History

United Kingdom
- Name: HMS Vulcan
- Namesake: Vulcan
- Ordered: 4 March 1845
- Builder: Ditchburn & Mare/C. J. Mare & Co., Blackwall, London
- Laid down: 12 March 1846
- Launched: 27 January 1849
- In service: 3 March 1851
- Fate: Sold, 1867

General characteristics
- Type: Transport / troopship
- Displacement: 2,396 tons
- Tons burthen: 1,747 tons bm
- Length: 220 ft 8 in (67.26 m) (overall); 195 ft 4 in (59.54 m) (keel);
- Beam: 26 ft 10 in (8.18 m)
- Draught: 14 ft (4.3 m)
- Propulsion: 350 hp (260 kW) steam engine, single screw
- Armament: 14 guns

= HMS Vulcan (1849) =

HMS Vulcan was an intended iron-hulled screw frigate of the British Royal Navy, ordered from Ditchburn & Mare, Blackwall, London on 4 March 1845, to the shipbuilder's design, and had her keel laid on 12 March 1846. Measuring 1,747 tons burthen she had 14 gunports, was fitted with fore, main and mizzen masts, a funnel, a stump bowsprit, and a figurehead depicting a male figure holding a hammer. Following a trial on a target representing the side of the ship, it was decided that iron vessels were unsuitable for war purposes and, on 23 April 1847, Vulcan was ordered to be completed as a transport, with capacity for 677 troops (later that year, Thomas Ditchburn retired from the partnership and construction was continued by C. J. Mare & Co.). She was launched on 27 January 1849, and eventually completed on 3 March 1851. Vulcan was sold in 1867 as the barque Jorawur.

==Ship history==
From 1852 until 1855 she was under the command of Edward Pelham Brenton von Donop.
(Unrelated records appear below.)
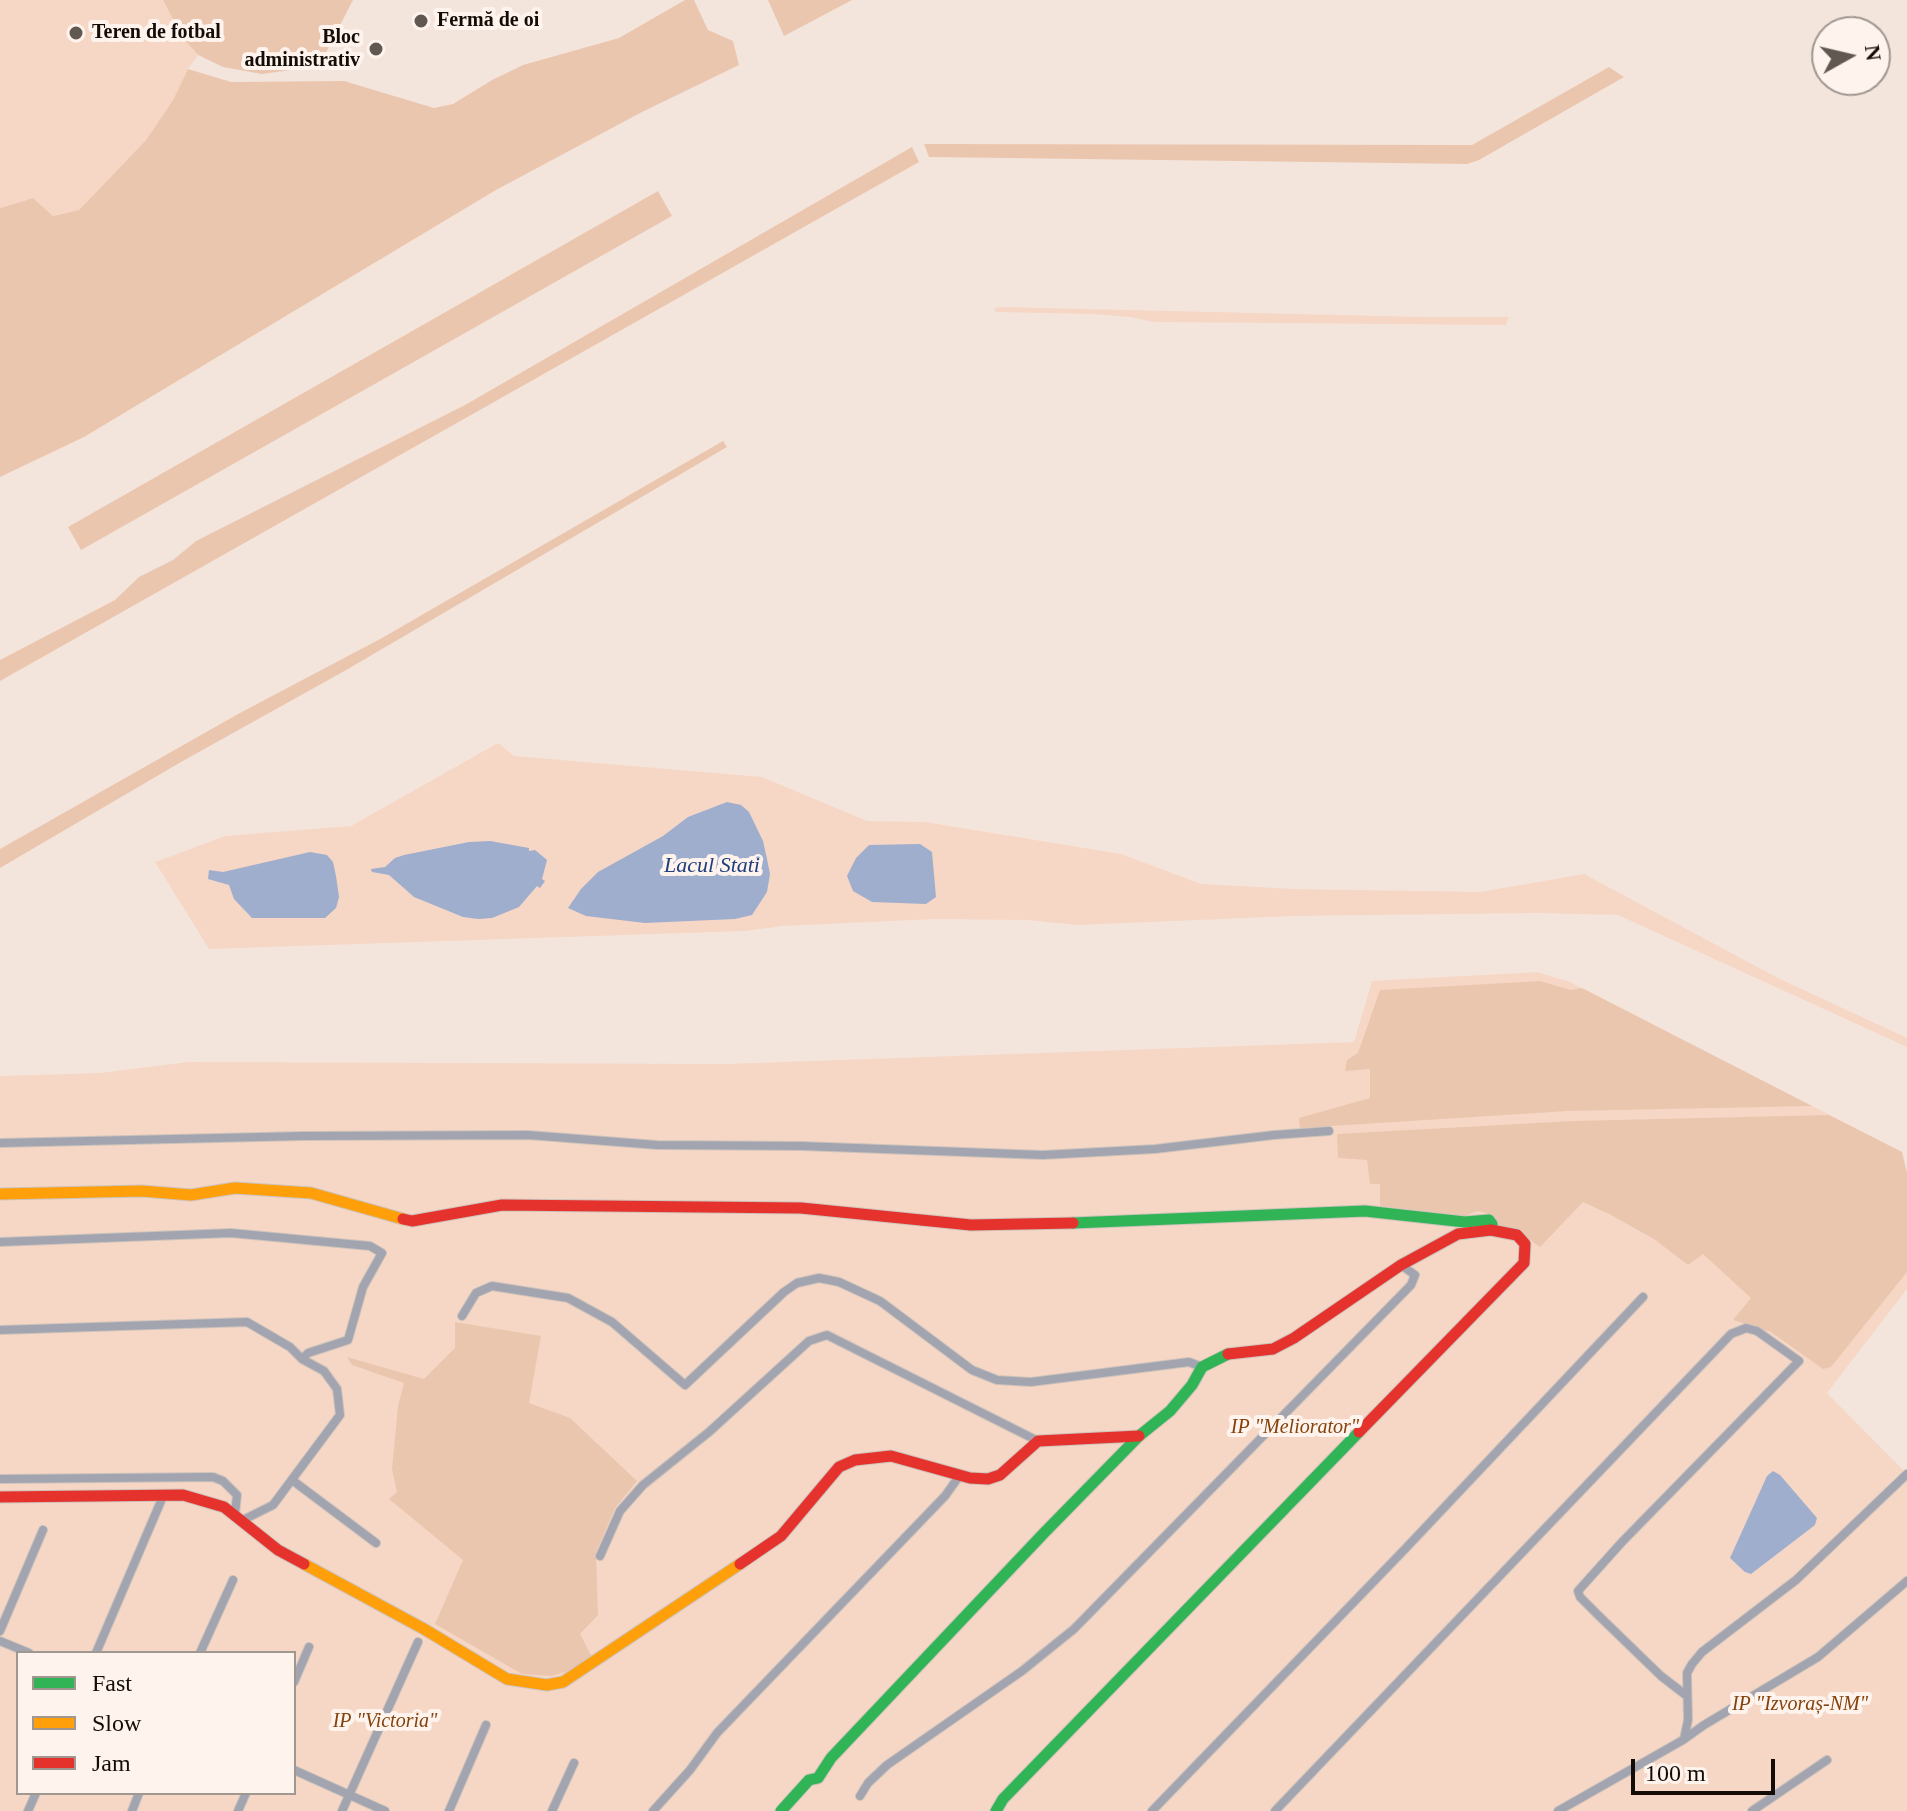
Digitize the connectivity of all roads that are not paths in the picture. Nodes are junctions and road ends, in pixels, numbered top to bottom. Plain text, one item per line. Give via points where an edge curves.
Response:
1 (1329, 1131) dead end
2 (0, 1143) edge
3 (0, 1194) edge
4 (1491, 1230) junction
5 (0, 1242) edge
6 (1401, 1265) junction
7 (1643, 1297) dead end
8 (462, 1316) dead end
9 (0, 1330) edge
10 (302, 1359) junction
11 (1202, 1367) junction
12 (1139, 1436) junction
13 (1038, 1441) junction
14 (1907, 1474) edge
15 (960, 1475) junction
16 (0, 1479) edge
17 (292, 1480) junction
18 (164, 1494) junction
19 (0, 1497) edge
20 (239, 1517) junction
21 (43, 1530) dead end
22 (376, 1543) dead end
23 (600, 1556) dead end
24 (233, 1580) dead end
25 (1907, 1581) edge
26 (0, 1631) edge
27 (0, 1641) edge
28 (418, 1642) dead end
29 (309, 1647) dead end
30 (24, 1651) edge
31 (97, 1651) edge
32 (201, 1651) edge
33 (296, 1677) edge
34 (1687, 1696) junction
35 (486, 1725) dead end
36 (1683, 1740) junction
37 (1827, 1760) dead end
38 (574, 1763) dead end
39 (296, 1771) edge
40 (349, 1795) junction
41 (860, 1796) dead end
42 (342, 1811) edge
43 (385, 1811) edge
44 (449, 1811) edge
45 (552, 1811) edge
46 (653, 1811) edge
47 (781, 1811) edge
48 (996, 1811) edge
49 (1152, 1811) edge
50 (1275, 1811) edge
51 (1558, 1811) edge
52 (1752, 1811) edge

1 - 2 street via 1043,1155 657,1145 528,1135
3 - 4 street via 191,1195 235,1188 311,1193 412,1221 502,1205 801,1208 971,1225 1365,1211 1489,1220
4 - 6 street via 1458,1234
4 - 48 street via 1517,1235 1525,1244 1524,1263
5 - 10 street via 231,1233 370,1246 382,1253 363,1287 348,1340
6 - 11 street via 1284,1344 1220,1356
6 - 41 street via 1415,1275 1411,1285 1074,1629 887,1765
7 - 49 street
8 - 11 street via 476,1293 492,1286 568,1298 612,1322 685,1385 784,1292 819,1278 880,1301 972,1370 997,1380 1031,1382 1189,1362
9 - 10 street via 247,1322
10 - 17 street via 324,1371 337,1389 340,1415
11 - 12 street via 1170,1411
12 - 13 street
12 - 47 street
13 - 15 street via 1000,1475
13 - 23 street via 827,1335 809,1341 643,1485 620,1511
14 - 34 street via 1796,1580 1702,1652 1687,1673
15 - 20 street via 891,1456 839,1467 781,1536 563,1682 547,1685 507,1679 278,1550
15 - 46 street via 717,1733
16 - 20 street via 213,1477 237,1495
17 - 20 street via 273,1505
17 - 22 street
18 - 19 street
18 - 20 street via 224,1507
18 - 31 street
21 - 26 street
24 - 32 street
25 - 36 street via 1818,1657
27 - 30 street
28 - 40 street
29 - 33 street
34 - 36 street
34 - 50 street via 1578,1591 1799,1361 1746,1328 1731,1334
35 - 44 street
36 - 51 street
37 - 52 street
38 - 45 street
39 - 40 street
40 - 42 street
40 - 43 street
Edward Sholto Douglas, R.N., son of the late Major Sholto Douglas, and nephew of the Marchioness of Queensberry, master of , from which ship he was invalided at Rangoon, was lost from HMS Vulcan off Ascension Island on 27 February 1853. His body was recovered and he was buried on the island.

Times Newspaper for Tuesday 17th Jan 1854 carried the following report about H.M.S Vulcan's arrival at Gravesend. "The Vulcan iron screw steam troopship, Commander Edward P.B Von Dunlop, arrived off Gravesend on Saturday afternoon, and cast anchor there for the purpose of landing 24 soldiers, 18 women, and 86 orphan children, brought home from Bermuda and other islands in the West Indies, the orphans being the sons and daughters of soldiers who had died of the late prevalent fever. The soldiers, women, and children were sent by the North Kent Railway to Chatham, where the depots of the regiments to which they belonged are stationed. The Vulcan left Gravesend about 11 o'clock, and arrived at Woolwich about 1 o'clock p.m., when she was brought up at the dockyard, for the convenience of landing the three companies of Royal Artillery she brought home from Jamaica, Barbados, and Bermuda. The companies landed at the dockyard at 3 o'clock p.m. to-day, and marched up to the Artillery barracks, headed by the band of the regiment, the widows and children having been previously landed under the immediate superintendence of the Rev. Mr. Wright, one of the chaplains of the garrison. Colonel Willis, Lieutenant-Colonel Lake, Brigade-Major Bingham, and Captain Riddell were present at the landing of the companies, and accompanied them to their barracks. The widow and four children of the late Mr.Thompson, who died while serving as bandmaster of the 56th Regiment of Foot also landed at Woolwich. The total number brought home by the Vulcan was 250 soldiers, 59 women, and 166 children, all in very good health.

During the Crimean War, Vulcan operated in the Black Sea, transporting wounded troops from the battle of the Alma to Constantinople in September 1854, and returning with reinforcements in November. A year later, in November 1855, she was taking Russian prisoners to Constantinople.

In May 1858 HMS Vulcan carried 18 officers, 30 sergeants, 16 drummers, and 499 men (also 37 women and 38 children) of the 2nd Battalion, 3rd Regiment of Foot (The Buffs), from England to Malta.

Augustus Chetham Strode was appointed to command her in 1859 to serve in the East Indies and China Station, seeing action in combined operations under the command of Brigadier general Charles William Dunbar Staveley during the Taiping Rebellion in 1862. On 25 January 1863, she rescued all 45 crew and 669 passengers from the merchant ship India, which had been wrecked in the Strait of Malacca three days earlier. On 18 January 1875, Jorawur was abandoned in the Atlantic Ocean whilst on a voyage from London to Calcutta, India. Her crew were rescued by the British ship Epsilon. Jorawur was towed in to Plymouth, Devon on 27 January by the British ship Agenoria.